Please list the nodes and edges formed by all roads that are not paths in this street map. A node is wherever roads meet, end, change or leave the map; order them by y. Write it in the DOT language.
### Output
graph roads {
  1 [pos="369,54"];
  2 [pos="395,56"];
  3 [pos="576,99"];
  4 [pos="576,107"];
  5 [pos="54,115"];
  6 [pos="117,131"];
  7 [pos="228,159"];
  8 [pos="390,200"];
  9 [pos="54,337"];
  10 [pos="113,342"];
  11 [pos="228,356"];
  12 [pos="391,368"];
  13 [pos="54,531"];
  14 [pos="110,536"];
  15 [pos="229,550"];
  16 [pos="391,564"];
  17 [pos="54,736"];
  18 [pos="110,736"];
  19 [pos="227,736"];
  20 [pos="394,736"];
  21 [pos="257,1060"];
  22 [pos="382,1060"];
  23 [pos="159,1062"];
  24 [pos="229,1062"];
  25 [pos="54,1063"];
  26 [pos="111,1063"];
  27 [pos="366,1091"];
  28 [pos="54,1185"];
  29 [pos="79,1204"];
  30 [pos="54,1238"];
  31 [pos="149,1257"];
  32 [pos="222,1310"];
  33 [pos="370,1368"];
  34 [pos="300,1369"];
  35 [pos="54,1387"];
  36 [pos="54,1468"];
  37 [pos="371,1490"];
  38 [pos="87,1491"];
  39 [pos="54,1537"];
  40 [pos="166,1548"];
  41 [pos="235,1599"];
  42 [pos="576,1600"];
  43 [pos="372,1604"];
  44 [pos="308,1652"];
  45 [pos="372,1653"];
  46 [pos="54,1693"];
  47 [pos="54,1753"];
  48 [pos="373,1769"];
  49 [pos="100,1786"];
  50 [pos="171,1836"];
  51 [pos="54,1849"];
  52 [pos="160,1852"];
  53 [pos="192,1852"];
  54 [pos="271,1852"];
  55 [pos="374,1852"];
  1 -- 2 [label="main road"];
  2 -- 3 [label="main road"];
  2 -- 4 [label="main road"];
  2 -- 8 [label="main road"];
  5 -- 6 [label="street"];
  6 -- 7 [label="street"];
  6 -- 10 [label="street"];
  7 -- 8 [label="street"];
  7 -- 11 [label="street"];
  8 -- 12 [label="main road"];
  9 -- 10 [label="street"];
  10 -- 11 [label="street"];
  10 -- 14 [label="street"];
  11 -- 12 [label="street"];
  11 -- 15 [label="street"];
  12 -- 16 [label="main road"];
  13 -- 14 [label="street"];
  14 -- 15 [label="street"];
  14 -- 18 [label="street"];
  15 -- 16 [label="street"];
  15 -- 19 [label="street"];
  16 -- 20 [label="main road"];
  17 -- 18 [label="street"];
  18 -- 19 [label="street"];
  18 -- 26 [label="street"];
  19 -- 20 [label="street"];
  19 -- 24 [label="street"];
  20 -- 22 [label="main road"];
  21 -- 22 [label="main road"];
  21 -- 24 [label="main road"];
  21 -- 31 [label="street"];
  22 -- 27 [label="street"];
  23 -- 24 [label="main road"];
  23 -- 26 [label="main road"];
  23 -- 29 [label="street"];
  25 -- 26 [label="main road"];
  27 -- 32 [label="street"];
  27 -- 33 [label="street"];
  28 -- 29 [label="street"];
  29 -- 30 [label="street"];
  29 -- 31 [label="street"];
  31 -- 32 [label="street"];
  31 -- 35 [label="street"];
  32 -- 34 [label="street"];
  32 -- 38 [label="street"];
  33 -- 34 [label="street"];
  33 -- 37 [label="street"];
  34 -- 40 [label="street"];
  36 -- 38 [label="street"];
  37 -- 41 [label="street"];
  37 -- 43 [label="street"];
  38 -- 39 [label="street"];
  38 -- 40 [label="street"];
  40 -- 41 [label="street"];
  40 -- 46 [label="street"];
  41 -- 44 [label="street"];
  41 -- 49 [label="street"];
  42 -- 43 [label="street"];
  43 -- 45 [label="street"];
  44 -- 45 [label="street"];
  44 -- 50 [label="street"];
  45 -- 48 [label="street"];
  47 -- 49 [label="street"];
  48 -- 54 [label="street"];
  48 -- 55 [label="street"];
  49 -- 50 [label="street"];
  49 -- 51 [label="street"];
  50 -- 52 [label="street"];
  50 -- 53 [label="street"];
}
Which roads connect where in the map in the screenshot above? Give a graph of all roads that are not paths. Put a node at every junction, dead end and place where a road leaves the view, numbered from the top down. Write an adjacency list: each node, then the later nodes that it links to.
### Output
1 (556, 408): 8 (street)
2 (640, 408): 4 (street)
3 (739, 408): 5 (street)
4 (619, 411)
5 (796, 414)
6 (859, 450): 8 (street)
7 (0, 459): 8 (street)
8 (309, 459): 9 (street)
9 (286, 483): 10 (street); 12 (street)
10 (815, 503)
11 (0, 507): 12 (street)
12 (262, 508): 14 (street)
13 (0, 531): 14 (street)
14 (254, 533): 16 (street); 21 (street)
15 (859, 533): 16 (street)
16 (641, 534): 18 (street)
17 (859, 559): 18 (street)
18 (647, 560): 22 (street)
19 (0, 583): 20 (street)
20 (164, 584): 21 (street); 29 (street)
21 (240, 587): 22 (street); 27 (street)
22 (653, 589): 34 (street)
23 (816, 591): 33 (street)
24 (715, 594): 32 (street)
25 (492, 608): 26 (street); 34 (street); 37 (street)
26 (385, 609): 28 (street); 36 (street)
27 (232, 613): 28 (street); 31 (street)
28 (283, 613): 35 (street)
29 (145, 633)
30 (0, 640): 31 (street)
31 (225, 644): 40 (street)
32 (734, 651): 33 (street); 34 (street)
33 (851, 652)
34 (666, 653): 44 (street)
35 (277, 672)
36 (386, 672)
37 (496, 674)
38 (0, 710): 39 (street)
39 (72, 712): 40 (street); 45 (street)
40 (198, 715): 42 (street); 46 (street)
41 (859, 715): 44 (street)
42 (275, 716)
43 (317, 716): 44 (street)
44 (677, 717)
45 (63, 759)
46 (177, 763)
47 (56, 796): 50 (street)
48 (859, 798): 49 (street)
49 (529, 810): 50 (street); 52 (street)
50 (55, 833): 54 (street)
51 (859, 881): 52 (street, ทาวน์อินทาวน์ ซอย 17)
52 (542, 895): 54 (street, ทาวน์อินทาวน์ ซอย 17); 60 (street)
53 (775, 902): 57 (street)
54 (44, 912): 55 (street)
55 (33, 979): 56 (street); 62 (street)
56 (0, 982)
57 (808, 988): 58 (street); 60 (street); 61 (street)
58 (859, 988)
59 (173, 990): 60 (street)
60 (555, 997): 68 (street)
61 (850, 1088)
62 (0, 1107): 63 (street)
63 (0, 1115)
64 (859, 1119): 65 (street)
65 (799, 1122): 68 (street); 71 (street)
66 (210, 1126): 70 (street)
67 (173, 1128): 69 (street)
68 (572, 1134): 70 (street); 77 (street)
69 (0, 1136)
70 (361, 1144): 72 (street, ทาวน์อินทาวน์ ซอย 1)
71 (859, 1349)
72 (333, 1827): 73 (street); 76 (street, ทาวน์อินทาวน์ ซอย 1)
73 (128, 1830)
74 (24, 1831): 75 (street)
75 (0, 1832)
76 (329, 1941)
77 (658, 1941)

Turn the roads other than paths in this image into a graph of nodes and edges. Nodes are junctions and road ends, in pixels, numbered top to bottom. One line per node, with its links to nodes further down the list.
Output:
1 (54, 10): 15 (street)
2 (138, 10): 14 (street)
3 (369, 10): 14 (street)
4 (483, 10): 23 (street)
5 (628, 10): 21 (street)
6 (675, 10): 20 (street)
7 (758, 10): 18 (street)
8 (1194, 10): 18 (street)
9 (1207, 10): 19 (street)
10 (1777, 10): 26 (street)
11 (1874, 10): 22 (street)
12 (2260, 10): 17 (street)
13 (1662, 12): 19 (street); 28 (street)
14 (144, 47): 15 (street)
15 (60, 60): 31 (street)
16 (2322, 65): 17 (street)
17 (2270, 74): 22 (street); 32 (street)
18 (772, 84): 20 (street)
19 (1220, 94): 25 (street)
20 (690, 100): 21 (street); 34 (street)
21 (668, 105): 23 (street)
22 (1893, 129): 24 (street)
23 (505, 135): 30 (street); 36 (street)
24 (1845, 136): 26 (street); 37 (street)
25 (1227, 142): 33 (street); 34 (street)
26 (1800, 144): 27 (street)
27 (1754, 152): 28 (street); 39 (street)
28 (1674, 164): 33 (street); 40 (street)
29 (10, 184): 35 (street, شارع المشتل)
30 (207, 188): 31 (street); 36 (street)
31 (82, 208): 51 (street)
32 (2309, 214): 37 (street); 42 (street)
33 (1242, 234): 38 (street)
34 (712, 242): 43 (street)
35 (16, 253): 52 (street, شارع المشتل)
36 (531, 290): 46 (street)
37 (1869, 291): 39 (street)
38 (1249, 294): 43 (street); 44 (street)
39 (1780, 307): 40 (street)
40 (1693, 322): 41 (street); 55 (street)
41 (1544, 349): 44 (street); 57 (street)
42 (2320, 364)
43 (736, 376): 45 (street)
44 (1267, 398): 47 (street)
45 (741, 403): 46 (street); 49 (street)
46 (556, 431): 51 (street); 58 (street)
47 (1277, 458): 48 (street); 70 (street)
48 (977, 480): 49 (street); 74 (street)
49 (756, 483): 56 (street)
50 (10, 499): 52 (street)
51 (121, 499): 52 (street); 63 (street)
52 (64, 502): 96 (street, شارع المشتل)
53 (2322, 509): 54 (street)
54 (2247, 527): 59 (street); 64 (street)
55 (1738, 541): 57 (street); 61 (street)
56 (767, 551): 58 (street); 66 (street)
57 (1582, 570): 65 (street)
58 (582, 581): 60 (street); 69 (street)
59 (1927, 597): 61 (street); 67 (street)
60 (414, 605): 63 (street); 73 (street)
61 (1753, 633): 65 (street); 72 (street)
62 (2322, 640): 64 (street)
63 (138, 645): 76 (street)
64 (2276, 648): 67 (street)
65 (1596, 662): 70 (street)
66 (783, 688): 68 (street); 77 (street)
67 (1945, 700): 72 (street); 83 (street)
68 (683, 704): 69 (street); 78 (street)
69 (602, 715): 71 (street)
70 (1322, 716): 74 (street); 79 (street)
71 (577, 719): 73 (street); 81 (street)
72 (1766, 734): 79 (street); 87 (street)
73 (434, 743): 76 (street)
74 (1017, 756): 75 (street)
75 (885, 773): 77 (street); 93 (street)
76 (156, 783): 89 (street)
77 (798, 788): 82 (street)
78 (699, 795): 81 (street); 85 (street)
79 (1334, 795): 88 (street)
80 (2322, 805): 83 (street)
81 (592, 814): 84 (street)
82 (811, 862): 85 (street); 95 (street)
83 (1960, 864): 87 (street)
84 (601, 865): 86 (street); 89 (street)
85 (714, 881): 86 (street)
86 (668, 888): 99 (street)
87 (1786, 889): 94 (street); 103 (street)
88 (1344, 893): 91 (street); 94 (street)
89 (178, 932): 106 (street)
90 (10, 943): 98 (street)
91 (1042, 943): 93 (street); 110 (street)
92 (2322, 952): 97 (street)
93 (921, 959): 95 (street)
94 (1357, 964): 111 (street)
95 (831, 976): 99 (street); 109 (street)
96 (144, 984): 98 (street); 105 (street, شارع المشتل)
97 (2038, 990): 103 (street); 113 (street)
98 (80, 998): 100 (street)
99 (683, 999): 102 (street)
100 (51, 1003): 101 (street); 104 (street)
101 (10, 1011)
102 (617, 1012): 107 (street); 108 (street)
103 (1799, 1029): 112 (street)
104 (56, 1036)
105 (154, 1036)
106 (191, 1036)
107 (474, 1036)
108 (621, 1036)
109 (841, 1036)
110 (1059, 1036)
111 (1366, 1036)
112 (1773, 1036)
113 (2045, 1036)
******************************
#### Exercise description:
Throughout the material above, find lines holding the word "links", then copy them.

#### Answer section:
Which roads connect where in the map in the screenshot above? Give a graph of all roads that are not paths. Put a node at every junction, dead end and place where a road leaves the view, numbered from the top down. Write an adjacency list: each node, then the later nodes that it links to.
Turn the roads other than paths in this image into a graph of nodes and edges. Nodes are junctions and road ends, in pixels, numbered top to bottom. One line per node, with its links to nodes further down the list.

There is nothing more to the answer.